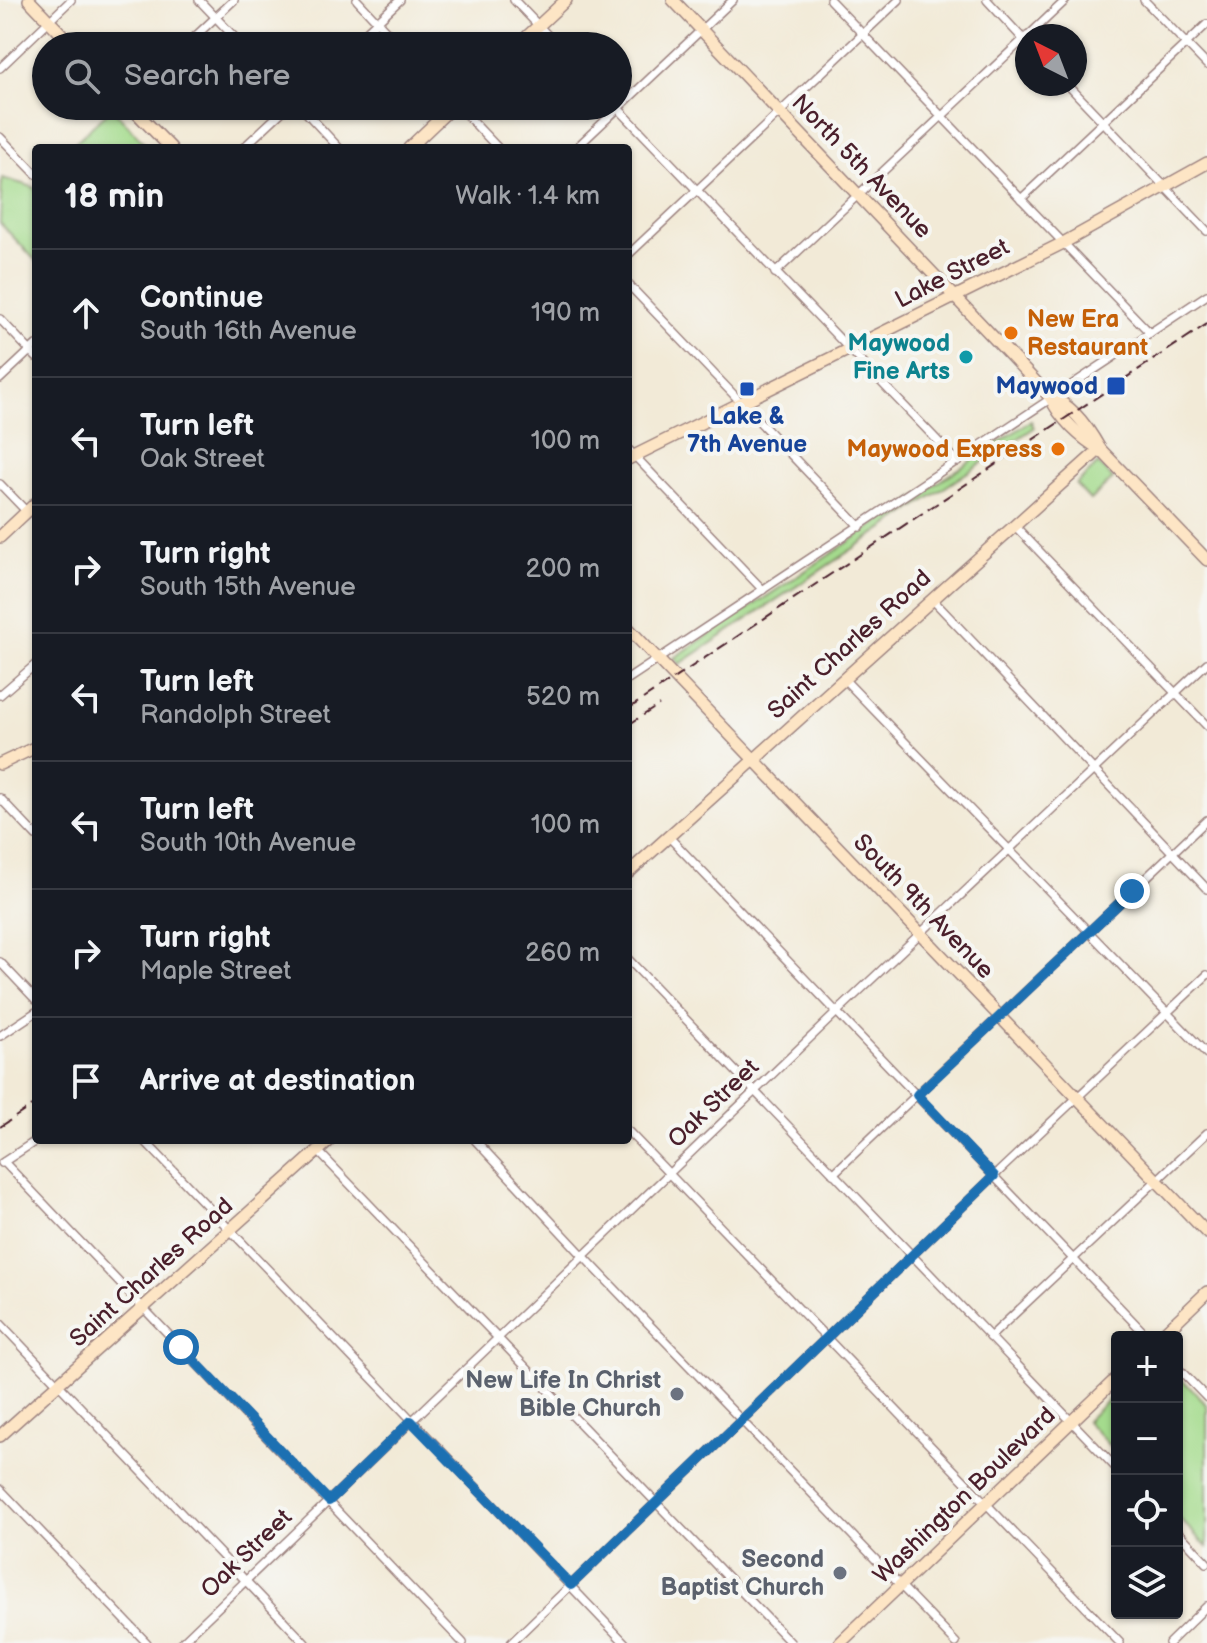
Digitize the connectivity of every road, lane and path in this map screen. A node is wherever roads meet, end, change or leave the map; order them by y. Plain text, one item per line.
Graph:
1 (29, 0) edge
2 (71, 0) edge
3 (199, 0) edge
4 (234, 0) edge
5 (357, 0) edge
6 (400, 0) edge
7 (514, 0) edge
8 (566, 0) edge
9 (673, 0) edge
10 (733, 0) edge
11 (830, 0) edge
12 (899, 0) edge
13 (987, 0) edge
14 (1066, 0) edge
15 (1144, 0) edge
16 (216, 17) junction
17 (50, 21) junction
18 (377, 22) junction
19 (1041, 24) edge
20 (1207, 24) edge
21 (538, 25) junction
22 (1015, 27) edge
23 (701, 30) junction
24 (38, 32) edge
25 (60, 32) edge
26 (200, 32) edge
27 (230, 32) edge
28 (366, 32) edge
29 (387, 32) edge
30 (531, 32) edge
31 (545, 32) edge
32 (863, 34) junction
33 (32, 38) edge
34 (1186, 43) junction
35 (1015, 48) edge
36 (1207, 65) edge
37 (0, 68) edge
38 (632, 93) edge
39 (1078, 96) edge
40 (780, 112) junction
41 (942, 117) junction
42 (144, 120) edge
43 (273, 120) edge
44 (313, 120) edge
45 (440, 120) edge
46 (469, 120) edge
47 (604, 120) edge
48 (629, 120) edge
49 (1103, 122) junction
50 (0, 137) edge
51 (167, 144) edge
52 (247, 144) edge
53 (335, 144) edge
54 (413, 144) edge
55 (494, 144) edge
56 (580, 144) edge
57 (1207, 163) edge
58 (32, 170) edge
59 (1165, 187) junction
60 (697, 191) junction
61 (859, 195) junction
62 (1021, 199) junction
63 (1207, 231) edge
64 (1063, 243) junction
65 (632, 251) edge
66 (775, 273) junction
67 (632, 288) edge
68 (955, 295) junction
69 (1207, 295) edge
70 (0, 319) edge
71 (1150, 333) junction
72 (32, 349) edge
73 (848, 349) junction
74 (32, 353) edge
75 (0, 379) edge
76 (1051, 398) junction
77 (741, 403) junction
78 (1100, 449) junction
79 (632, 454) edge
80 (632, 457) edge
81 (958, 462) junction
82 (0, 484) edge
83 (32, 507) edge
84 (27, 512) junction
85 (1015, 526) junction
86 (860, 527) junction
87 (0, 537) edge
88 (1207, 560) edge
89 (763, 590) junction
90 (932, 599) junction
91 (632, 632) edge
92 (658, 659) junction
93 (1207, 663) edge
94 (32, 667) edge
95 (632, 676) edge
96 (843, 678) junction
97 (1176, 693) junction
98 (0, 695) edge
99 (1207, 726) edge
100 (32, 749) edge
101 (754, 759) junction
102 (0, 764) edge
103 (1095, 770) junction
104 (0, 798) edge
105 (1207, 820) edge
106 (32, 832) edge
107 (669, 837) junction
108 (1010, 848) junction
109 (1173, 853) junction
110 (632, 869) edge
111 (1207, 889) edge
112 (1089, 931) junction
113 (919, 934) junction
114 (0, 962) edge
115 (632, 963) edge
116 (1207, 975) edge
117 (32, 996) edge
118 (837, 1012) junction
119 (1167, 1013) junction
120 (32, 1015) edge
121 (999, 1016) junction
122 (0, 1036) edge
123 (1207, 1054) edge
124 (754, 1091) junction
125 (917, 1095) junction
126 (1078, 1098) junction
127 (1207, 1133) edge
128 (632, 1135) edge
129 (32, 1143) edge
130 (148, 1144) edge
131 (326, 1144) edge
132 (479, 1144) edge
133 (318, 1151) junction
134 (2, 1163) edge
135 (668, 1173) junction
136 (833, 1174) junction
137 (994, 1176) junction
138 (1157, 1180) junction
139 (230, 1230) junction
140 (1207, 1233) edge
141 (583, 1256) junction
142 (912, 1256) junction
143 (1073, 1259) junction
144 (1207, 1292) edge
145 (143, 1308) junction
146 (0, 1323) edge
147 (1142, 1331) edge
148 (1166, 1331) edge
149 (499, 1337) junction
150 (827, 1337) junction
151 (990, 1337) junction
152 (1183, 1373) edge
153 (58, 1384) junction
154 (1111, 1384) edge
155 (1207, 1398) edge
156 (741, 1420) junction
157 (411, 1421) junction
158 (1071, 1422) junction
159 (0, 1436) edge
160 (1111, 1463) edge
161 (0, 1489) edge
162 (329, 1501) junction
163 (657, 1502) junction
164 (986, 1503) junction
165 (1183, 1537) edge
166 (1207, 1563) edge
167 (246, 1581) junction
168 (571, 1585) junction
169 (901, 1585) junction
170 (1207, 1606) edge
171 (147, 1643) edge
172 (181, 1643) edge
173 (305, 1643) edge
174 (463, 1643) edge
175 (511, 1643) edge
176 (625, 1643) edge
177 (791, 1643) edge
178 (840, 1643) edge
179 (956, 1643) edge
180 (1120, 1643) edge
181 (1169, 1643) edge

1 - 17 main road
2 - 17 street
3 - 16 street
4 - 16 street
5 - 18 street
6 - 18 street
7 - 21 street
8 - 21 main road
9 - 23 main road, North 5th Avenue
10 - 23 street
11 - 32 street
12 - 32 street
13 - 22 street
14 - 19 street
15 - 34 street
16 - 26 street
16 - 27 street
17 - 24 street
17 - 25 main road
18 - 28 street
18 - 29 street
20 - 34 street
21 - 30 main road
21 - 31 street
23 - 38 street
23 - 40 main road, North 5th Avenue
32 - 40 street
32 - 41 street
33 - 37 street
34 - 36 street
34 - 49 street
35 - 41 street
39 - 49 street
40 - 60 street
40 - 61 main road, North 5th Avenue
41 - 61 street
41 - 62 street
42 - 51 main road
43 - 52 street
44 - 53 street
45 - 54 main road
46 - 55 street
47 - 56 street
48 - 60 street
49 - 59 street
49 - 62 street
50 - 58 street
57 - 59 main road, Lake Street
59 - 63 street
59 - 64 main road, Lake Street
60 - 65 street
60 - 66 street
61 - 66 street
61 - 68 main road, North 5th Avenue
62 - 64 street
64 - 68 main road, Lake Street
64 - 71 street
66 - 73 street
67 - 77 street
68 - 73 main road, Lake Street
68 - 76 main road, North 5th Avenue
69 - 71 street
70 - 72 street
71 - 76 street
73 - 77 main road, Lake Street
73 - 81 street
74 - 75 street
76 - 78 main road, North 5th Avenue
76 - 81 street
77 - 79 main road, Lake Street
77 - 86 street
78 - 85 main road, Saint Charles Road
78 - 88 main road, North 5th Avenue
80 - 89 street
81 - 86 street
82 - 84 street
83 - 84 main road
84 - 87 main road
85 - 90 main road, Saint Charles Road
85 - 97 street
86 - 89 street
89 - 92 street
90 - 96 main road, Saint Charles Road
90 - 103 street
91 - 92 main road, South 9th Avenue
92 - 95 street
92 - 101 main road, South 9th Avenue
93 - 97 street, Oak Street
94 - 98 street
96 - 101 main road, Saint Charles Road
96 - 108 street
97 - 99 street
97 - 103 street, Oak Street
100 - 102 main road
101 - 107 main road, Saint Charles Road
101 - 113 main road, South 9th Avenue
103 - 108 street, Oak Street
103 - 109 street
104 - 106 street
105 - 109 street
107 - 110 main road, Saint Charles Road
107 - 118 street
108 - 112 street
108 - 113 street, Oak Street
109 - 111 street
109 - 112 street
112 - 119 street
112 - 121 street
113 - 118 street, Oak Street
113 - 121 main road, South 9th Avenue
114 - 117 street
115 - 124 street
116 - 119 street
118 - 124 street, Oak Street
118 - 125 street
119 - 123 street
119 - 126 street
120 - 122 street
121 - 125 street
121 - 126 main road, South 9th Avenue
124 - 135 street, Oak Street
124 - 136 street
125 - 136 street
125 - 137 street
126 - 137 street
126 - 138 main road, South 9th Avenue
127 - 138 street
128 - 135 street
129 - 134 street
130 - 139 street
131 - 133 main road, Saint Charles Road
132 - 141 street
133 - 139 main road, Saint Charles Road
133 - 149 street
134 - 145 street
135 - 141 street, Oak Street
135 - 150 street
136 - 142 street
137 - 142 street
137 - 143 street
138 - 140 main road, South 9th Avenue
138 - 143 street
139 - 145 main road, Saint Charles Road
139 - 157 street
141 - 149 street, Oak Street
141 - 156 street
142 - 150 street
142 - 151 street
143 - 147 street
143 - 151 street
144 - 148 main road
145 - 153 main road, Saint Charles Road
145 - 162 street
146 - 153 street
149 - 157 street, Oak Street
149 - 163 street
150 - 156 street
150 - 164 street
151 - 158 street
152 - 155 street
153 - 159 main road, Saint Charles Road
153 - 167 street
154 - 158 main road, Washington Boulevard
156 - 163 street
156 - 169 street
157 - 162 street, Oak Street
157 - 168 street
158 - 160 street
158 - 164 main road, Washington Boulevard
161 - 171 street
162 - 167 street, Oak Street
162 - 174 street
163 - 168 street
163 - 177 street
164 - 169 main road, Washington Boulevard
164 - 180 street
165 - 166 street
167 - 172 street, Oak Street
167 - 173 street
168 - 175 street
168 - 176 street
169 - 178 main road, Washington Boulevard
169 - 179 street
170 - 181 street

WHAT THE TASK ASKS: Search the data for the string "Charles" and copy every line where it appears.

TASK SOLUTION:
78 - 85 main road, Saint Charles Road
85 - 90 main road, Saint Charles Road
90 - 96 main road, Saint Charles Road
96 - 101 main road, Saint Charles Road
101 - 107 main road, Saint Charles Road
107 - 110 main road, Saint Charles Road
131 - 133 main road, Saint Charles Road
133 - 139 main road, Saint Charles Road
139 - 145 main road, Saint Charles Road
145 - 153 main road, Saint Charles Road
153 - 159 main road, Saint Charles Road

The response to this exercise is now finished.